2013-05-09, 16:11
|
#1
|
|
Przyczajenie
Zarejestrowany: 2013-05
Wiadomości: 1
|
Facet i nadgorliwe znajome
Witajcie dziewczyny 
Jest pewna sprawa , która coraz bardziej zaczyna mnie irytowac i zadziwiać chodzi o mojego Tz. Mój facet ma sporo znajomych z czego duza częśc to kobiety z tym , że nie sa to jakies zazylłe znajomości na pewno nie można ich określić jako dobre kumpele bo to przesada ,mimo wszystko kilka jest takich które wypisują do niego niemal codzienie bez żadnej przesady i rozmawiaja zawsze dobre 2h zazwyczaj wieczorami, zawsze wiem o tym gdy któraś napisze i wem , że tż nigdy tego pierwszy nie robi no chyba , że ma jakąs sprawe dlatego zadziwia mnie fakt , że tyle kobiet tak ochoczoczo wypisuje do faceta który nigdy pierwszy nie wychodzi z inicjatywą , ja szczerze mówiać nie chciałaym takiego ukladu i dałabym sobie spokój z pisaniem..niektóre zaczynają się robic coraz smielsze i wyciągają go na spacer tż nawet smiał się ze jedna odmowa takiego spaceru do nich nie dociera i nic sobie z tego nie robią przekonując go dalej 
Ostatnio tż poznał jakąs dziewczynę na pewnym forum/klubie w którym miał konto...dziewczyna pisała do niego codziennie mniej wiecej po 2-3h , niedawno tz stwierdził ze usunie tam konto bo go nudzi jak poiwedzial tak zrobil...jednak ta ''klubowa'' koleżanka nie dała za wygraną i odnalazła go na fb smiejąc się ze pewnie ja byłam zazdrosna dlatego usunąl konto i pozbawił ja towarzysza rozmów sytuacja wygląda teraz tak, ze dziewczyna CODZIENNIE do niego wypisuje na tym fb , ostatnio nawet zaczeła rano, wczesniej ograniczała się do wieczorów.

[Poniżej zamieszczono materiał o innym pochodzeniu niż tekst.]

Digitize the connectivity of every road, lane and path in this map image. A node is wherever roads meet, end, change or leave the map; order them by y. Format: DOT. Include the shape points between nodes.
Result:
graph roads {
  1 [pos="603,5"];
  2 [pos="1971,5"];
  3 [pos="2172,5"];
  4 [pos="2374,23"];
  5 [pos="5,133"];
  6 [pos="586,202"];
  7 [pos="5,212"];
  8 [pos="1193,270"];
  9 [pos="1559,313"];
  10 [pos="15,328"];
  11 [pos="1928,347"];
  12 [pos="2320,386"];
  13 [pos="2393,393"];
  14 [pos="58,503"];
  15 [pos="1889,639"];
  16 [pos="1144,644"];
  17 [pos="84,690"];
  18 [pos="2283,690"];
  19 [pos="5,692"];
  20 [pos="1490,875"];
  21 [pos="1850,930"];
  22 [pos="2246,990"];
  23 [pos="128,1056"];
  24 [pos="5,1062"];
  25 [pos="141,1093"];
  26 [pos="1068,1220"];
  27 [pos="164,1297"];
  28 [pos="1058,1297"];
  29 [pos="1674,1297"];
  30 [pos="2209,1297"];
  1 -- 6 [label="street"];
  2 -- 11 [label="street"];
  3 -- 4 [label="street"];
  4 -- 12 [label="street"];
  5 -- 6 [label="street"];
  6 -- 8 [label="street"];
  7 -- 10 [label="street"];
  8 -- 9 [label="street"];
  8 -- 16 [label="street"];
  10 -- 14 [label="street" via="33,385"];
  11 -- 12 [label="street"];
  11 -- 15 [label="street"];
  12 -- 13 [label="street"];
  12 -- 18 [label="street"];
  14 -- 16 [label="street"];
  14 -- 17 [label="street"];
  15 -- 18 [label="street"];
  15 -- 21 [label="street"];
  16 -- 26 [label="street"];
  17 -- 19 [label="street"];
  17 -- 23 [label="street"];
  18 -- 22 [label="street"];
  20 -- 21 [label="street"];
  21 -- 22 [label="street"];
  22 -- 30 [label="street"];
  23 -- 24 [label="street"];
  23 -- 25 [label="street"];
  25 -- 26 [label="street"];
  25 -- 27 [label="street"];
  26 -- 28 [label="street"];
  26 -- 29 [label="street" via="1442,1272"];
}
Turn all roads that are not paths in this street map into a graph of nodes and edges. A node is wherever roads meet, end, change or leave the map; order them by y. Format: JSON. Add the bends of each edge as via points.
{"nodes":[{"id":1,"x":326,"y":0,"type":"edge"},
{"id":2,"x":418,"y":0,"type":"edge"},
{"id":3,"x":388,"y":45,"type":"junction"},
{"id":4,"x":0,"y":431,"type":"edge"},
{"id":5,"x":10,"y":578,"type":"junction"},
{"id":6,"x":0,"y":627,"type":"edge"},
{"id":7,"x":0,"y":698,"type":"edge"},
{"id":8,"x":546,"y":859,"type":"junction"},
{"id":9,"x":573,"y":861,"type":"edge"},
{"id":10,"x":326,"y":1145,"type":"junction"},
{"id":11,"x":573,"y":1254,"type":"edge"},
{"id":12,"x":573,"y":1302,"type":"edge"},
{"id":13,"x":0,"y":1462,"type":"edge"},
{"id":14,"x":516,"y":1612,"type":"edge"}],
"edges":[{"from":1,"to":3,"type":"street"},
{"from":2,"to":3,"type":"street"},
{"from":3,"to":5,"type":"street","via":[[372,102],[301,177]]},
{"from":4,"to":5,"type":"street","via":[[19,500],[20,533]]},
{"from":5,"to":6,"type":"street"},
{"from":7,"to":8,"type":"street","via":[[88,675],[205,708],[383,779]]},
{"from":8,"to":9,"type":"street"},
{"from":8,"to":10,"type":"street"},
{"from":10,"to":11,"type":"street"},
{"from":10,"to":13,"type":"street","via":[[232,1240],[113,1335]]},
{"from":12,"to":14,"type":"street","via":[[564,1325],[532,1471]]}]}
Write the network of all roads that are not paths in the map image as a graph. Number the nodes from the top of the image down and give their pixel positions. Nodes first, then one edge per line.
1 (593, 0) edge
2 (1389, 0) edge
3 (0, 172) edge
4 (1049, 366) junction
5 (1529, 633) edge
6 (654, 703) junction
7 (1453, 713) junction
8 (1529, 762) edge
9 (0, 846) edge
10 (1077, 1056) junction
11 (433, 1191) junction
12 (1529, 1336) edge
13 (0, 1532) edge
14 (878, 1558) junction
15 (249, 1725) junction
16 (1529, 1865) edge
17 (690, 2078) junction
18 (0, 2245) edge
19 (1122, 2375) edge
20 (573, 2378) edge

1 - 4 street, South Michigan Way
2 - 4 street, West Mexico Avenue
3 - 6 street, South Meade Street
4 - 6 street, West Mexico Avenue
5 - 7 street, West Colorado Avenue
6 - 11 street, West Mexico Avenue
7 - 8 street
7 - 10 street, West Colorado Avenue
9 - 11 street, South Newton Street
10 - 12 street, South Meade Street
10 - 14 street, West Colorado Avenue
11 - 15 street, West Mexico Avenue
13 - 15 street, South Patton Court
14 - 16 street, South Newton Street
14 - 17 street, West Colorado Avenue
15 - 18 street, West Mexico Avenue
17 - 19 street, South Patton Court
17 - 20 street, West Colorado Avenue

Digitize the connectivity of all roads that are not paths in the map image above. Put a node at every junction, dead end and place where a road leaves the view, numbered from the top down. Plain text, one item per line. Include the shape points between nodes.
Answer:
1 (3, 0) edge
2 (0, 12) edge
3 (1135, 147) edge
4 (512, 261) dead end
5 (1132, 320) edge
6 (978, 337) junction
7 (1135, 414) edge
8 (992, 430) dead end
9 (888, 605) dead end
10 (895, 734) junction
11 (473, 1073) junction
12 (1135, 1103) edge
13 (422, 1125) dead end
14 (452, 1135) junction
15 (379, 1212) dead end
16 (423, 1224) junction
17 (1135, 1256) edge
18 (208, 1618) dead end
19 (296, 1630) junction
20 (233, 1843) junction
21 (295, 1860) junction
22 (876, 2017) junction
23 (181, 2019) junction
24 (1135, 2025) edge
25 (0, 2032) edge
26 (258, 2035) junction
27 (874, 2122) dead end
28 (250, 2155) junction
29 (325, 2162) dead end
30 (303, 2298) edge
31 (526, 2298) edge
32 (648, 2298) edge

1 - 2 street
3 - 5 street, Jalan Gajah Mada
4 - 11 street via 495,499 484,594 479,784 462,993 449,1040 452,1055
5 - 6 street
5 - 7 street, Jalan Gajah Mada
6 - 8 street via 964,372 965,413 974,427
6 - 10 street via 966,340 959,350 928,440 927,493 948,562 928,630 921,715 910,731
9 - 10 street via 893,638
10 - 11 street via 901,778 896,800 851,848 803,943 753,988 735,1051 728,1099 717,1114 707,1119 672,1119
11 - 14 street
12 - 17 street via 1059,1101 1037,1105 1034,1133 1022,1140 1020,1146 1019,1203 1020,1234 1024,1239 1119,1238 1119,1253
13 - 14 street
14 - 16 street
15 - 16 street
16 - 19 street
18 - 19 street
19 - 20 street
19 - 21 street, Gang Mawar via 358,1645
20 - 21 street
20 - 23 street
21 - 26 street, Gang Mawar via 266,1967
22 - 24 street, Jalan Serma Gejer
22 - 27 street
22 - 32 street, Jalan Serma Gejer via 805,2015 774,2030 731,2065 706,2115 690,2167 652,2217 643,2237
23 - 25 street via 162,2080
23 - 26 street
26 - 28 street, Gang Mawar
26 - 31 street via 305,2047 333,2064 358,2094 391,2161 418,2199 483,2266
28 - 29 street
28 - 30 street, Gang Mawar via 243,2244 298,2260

Wczoraj oczywiście tez 2 napisały to je olał mówiąc mi , że woli poswięcić mi czas niż dzielić go na rozmowy z nimi. Co najlepsze one nic sobie nie robią nigdy z takiego ignorowania 
To nie tak , że czuję sie zagrożona po prostu dziwne jest dla mnie , że każda wiedząc ze facet jest w związku tak ciągle chętnie wypisuje, nie chodzi o to żeby tego w ogóle nie robić ale w przypadku gdy tylko jedna strona dązy do tej rozmowy... to coz mi osobiście byłoby niezrecznie na ich miejscu.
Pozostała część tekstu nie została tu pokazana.